[Material for the task — start]

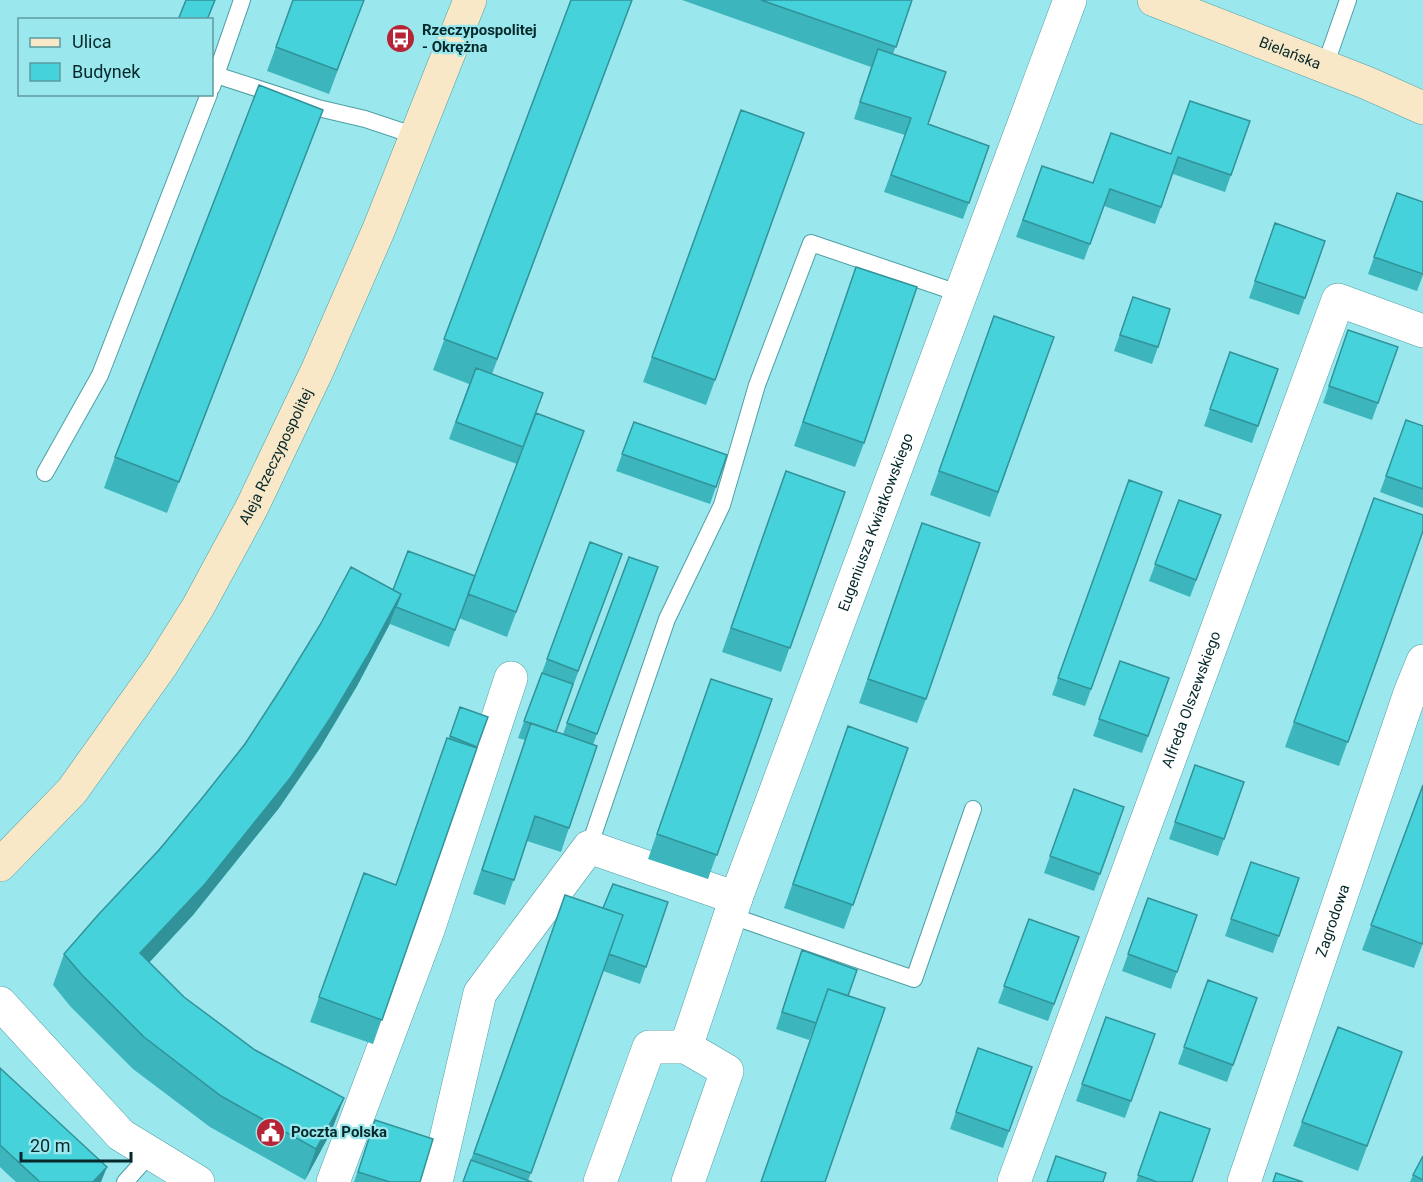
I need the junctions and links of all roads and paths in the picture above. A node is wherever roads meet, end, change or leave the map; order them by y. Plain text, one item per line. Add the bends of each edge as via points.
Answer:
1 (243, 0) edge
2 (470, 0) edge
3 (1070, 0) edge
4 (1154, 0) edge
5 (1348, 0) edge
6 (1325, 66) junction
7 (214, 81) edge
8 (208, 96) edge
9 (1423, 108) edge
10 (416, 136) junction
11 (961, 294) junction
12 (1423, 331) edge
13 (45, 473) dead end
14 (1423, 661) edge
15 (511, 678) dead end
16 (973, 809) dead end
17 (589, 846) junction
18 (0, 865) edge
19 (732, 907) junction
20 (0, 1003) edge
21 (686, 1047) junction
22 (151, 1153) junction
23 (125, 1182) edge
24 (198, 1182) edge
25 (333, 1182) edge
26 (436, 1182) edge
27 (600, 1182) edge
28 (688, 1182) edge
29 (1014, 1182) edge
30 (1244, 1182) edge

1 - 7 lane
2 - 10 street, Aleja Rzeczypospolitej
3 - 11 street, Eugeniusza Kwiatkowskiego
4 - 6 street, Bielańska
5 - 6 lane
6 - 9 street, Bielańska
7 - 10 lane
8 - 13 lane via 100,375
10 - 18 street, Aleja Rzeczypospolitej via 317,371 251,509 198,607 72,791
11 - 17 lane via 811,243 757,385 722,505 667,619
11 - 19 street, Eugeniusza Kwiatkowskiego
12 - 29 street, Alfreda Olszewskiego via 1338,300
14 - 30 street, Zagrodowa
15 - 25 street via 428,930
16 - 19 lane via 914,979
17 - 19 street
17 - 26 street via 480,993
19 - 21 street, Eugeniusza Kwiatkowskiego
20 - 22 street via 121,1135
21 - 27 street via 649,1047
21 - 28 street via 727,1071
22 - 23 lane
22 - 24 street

[Material for the task — finish]

#### [What you have to do]
In the entries above, find each line with the word "lane" and show it.

#### [Answer for this exercise]
1 - 7 lane
5 - 6 lane
7 - 10 lane
8 - 13 lane via 100,375
11 - 17 lane via 811,243 757,385 722,505 667,619
16 - 19 lane via 914,979
22 - 23 lane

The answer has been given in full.